The answer must reproduce the listing exactly, with every picture left out.

▶ Input for this task:
════════

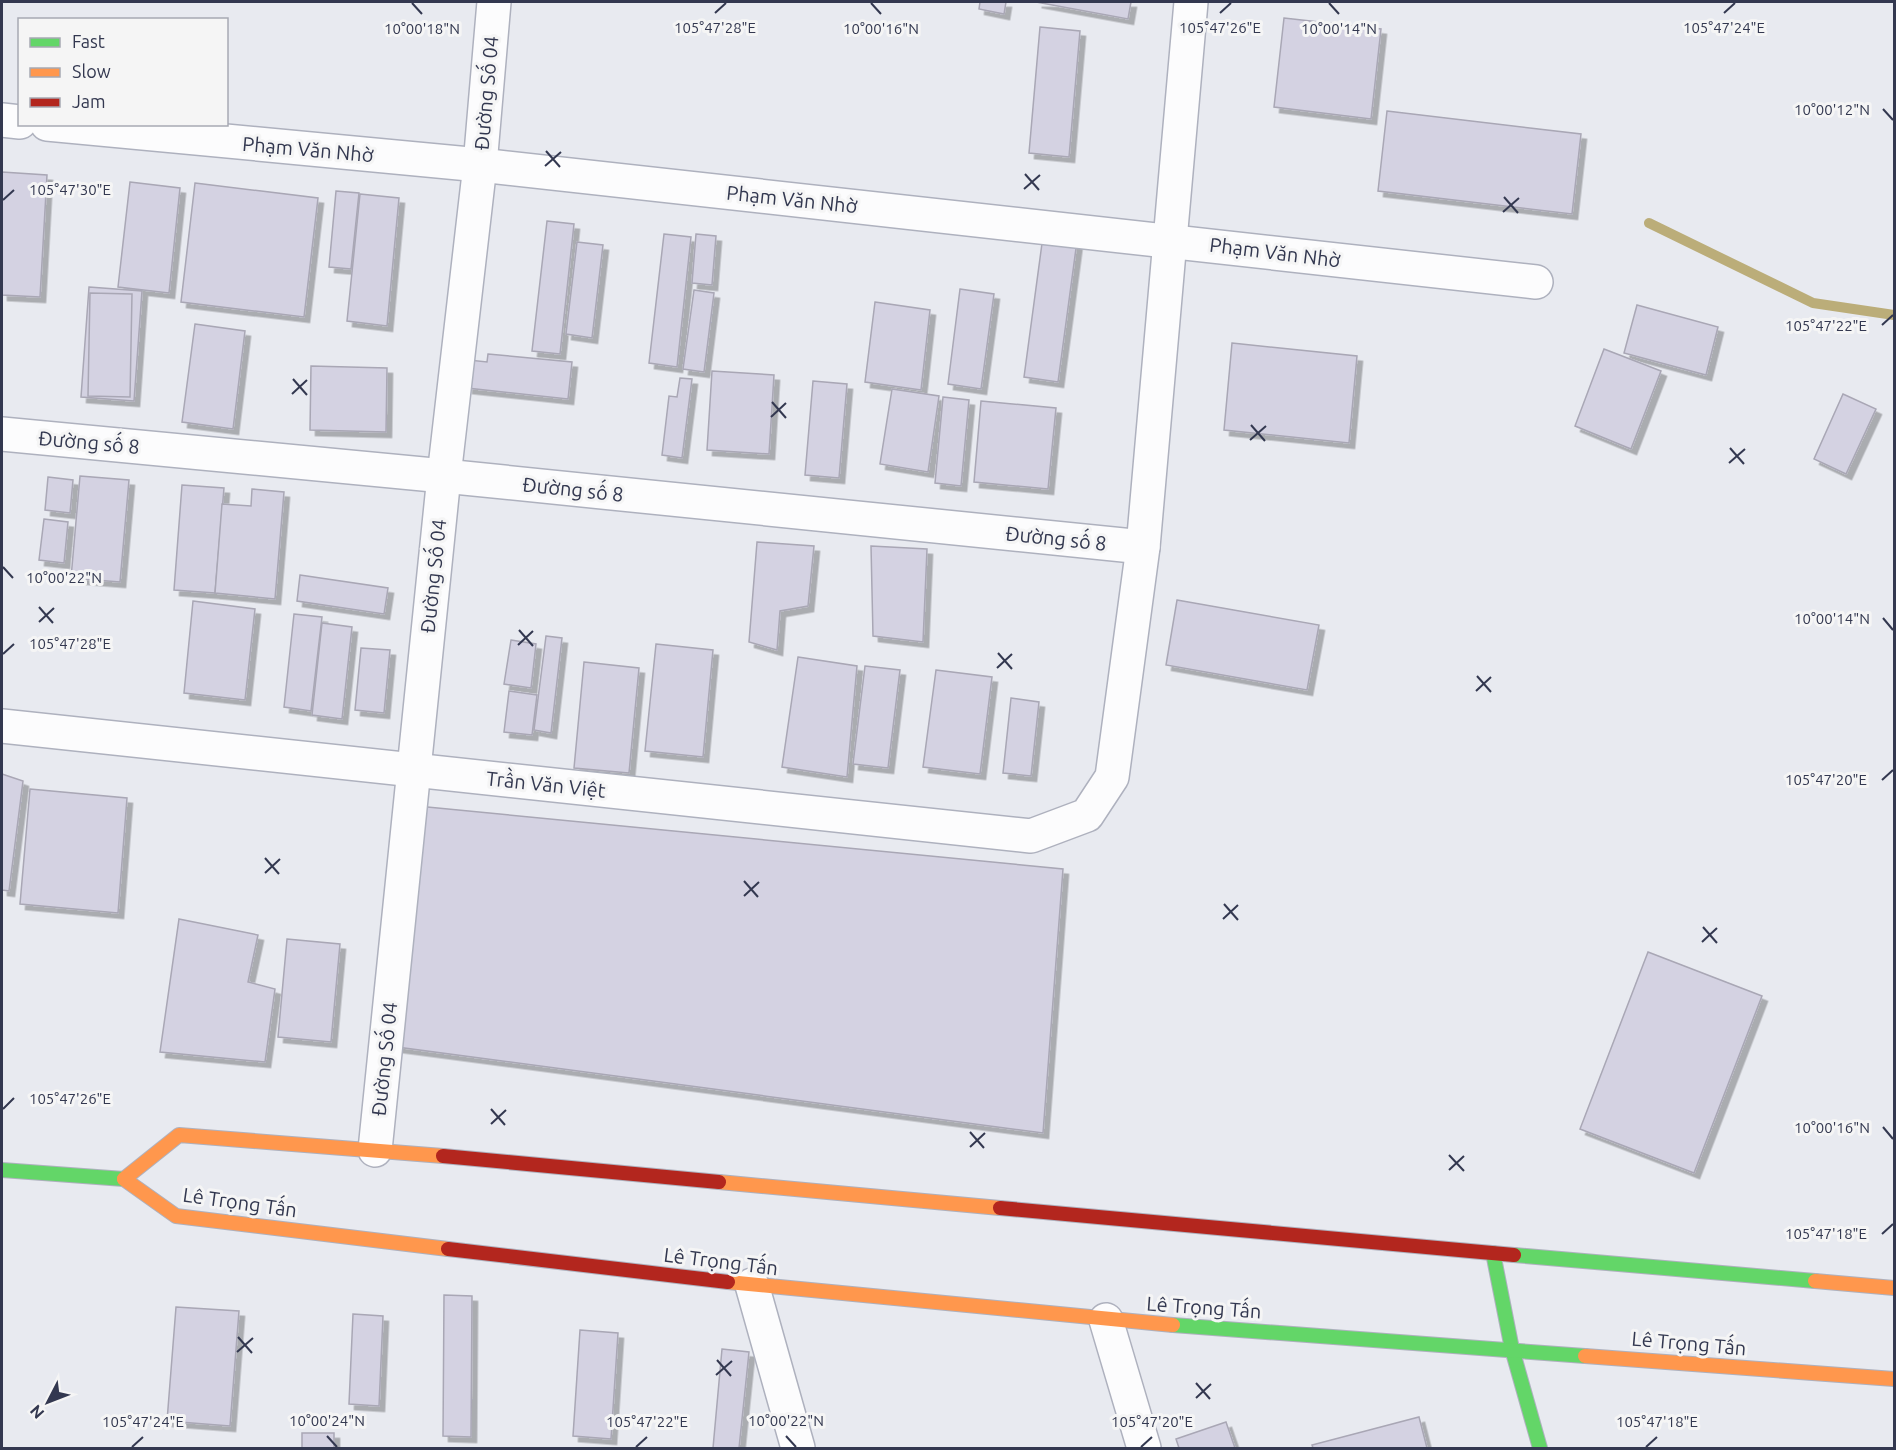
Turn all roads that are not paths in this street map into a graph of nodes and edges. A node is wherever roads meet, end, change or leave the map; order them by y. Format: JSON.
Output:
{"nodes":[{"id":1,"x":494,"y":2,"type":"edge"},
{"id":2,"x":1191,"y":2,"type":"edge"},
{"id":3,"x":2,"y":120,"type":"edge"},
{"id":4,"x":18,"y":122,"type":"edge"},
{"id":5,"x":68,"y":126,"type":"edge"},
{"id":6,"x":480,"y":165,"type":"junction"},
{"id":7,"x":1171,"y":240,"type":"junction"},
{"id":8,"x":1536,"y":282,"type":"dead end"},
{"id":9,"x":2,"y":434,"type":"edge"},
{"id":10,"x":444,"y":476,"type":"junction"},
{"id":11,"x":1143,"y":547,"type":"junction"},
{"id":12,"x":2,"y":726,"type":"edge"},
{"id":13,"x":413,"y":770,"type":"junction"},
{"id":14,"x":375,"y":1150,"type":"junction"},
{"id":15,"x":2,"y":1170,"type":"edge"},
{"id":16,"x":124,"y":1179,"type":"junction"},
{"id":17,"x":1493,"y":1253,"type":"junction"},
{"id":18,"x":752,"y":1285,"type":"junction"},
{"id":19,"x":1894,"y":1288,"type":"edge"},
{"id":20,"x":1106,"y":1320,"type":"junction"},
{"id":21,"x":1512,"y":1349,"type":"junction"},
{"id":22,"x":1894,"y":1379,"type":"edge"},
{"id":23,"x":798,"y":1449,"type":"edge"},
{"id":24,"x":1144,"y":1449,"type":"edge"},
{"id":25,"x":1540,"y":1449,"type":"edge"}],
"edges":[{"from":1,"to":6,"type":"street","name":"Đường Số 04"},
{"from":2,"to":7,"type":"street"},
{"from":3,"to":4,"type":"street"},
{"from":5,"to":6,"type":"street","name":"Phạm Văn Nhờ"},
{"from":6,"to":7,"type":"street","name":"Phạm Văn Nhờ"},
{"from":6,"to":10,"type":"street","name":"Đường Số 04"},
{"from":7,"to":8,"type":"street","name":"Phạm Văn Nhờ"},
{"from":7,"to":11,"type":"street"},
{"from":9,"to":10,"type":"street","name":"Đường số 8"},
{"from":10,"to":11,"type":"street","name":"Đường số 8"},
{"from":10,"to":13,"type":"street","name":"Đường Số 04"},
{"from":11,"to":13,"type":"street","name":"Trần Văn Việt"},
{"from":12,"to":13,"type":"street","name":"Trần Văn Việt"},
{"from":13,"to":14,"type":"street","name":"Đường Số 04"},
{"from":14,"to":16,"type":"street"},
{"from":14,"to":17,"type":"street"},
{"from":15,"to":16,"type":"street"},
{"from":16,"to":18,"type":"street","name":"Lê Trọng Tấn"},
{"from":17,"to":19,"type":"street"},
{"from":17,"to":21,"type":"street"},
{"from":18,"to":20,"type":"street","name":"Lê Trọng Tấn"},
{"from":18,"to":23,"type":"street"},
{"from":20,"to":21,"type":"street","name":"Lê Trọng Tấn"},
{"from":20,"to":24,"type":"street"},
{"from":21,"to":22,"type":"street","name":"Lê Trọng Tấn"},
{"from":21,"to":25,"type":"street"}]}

════════

▶ Solution to this problem:
Turn all roads that are not paths in this street map into a graph of nodes and edges. A node is wherever roads meet, end, change or leave the map; order them by y. Format: JSON.
Output:
{"nodes":[{"id":1,"x":494,"y":2,"type":"edge"},
{"id":2,"x":1191,"y":2,"type":"edge"},
{"id":3,"x":2,"y":120,"type":"edge"},
{"id":4,"x":18,"y":122,"type":"edge"},
{"id":5,"x":68,"y":126,"type":"edge"},
{"id":6,"x":480,"y":165,"type":"junction"},
{"id":7,"x":1171,"y":240,"type":"junction"},
{"id":8,"x":1536,"y":282,"type":"dead end"},
{"id":9,"x":2,"y":434,"type":"edge"},
{"id":10,"x":444,"y":476,"type":"junction"},
{"id":11,"x":1143,"y":547,"type":"junction"},
{"id":12,"x":2,"y":726,"type":"edge"},
{"id":13,"x":413,"y":770,"type":"junction"},
{"id":14,"x":375,"y":1150,"type":"junction"},
{"id":15,"x":2,"y":1170,"type":"edge"},
{"id":16,"x":124,"y":1179,"type":"junction"},
{"id":17,"x":1493,"y":1253,"type":"junction"},
{"id":18,"x":752,"y":1285,"type":"junction"},
{"id":19,"x":1894,"y":1288,"type":"edge"},
{"id":20,"x":1106,"y":1320,"type":"junction"},
{"id":21,"x":1512,"y":1349,"type":"junction"},
{"id":22,"x":1894,"y":1379,"type":"edge"},
{"id":23,"x":798,"y":1449,"type":"edge"},
{"id":24,"x":1144,"y":1449,"type":"edge"},
{"id":25,"x":1540,"y":1449,"type":"edge"}],
"edges":[{"from":1,"to":6,"type":"street","name":"Đường Số 04"},
{"from":2,"to":7,"type":"street"},
{"from":3,"to":4,"type":"street"},
{"from":5,"to":6,"type":"street","name":"Phạm Văn Nhờ"},
{"from":6,"to":7,"type":"street","name":"Phạm Văn Nhờ"},
{"from":6,"to":10,"type":"street","name":"Đường Số 04"},
{"from":7,"to":8,"type":"street","name":"Phạm Văn Nhờ"},
{"from":7,"to":11,"type":"street"},
{"from":9,"to":10,"type":"street","name":"Đường số 8"},
{"from":10,"to":11,"type":"street","name":"Đường số 8"},
{"from":10,"to":13,"type":"street","name":"Đường Số 04"},
{"from":11,"to":13,"type":"street","name":"Trần Văn Việt"},
{"from":12,"to":13,"type":"street","name":"Trần Văn Việt"},
{"from":13,"to":14,"type":"street","name":"Đường Số 04"},
{"from":14,"to":16,"type":"street"},
{"from":14,"to":17,"type":"street"},
{"from":15,"to":16,"type":"street"},
{"from":16,"to":18,"type":"street","name":"Lê Trọng Tấn"},
{"from":17,"to":19,"type":"street"},
{"from":17,"to":21,"type":"street"},
{"from":18,"to":20,"type":"street","name":"Lê Trọng Tấn"},
{"from":18,"to":23,"type":"street"},
{"from":20,"to":21,"type":"street","name":"Lê Trọng Tấn"},
{"from":20,"to":24,"type":"street"},
{"from":21,"to":22,"type":"street","name":"Lê Trọng Tấn"},
{"from":21,"to":25,"type":"street"}]}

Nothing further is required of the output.